- Given entries -
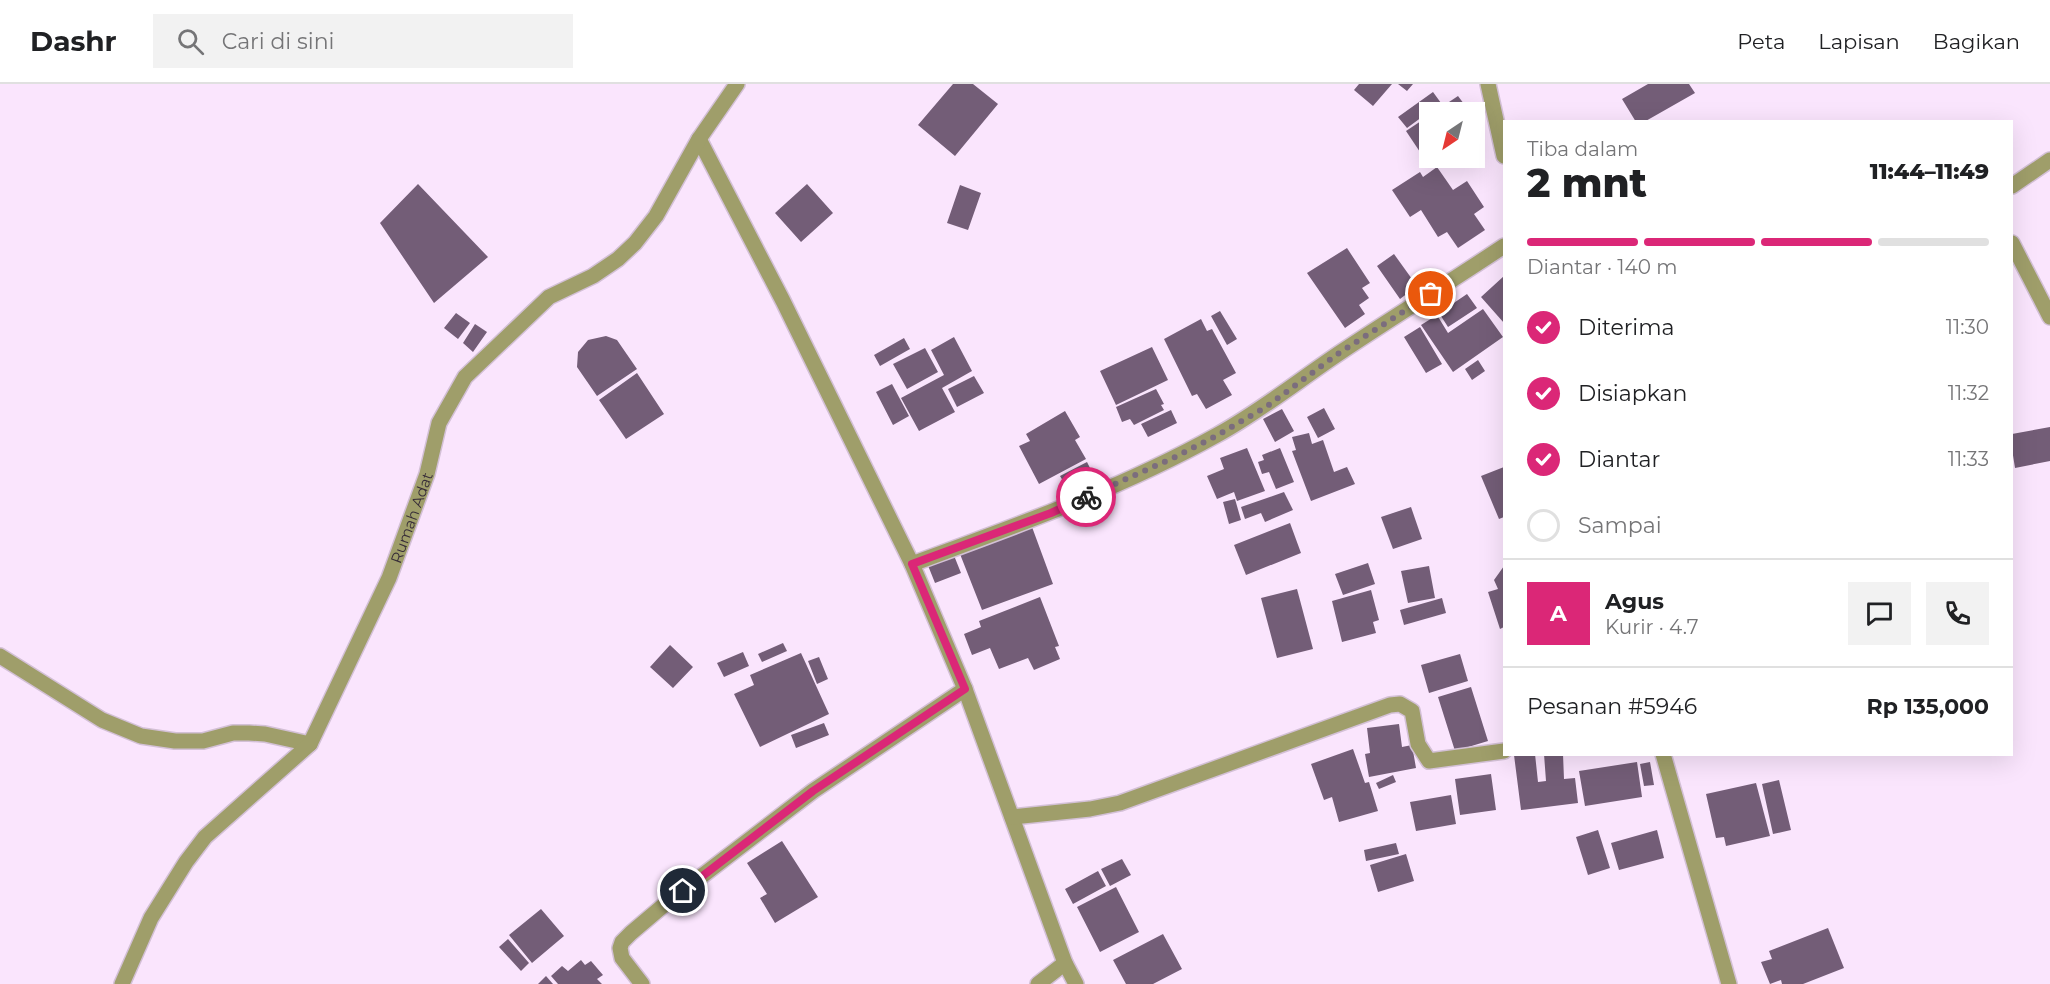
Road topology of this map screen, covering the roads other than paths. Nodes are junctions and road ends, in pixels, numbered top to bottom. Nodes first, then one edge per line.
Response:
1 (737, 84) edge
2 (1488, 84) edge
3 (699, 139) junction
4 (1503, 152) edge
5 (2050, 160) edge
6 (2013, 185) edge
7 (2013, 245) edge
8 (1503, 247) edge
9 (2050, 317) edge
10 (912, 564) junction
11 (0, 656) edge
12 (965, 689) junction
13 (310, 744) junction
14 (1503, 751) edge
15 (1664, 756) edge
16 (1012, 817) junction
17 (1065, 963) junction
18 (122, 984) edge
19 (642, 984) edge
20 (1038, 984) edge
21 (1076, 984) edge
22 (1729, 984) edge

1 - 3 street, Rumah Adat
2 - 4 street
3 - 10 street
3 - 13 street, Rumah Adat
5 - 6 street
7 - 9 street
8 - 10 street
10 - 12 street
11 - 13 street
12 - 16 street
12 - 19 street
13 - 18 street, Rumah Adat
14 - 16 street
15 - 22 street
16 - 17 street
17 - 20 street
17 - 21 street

---

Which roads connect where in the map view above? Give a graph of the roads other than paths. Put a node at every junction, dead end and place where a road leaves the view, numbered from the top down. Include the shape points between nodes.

- Problem statement -
For this data, state how many lines include the word "roads", with nothing added.

- Exercise result -
2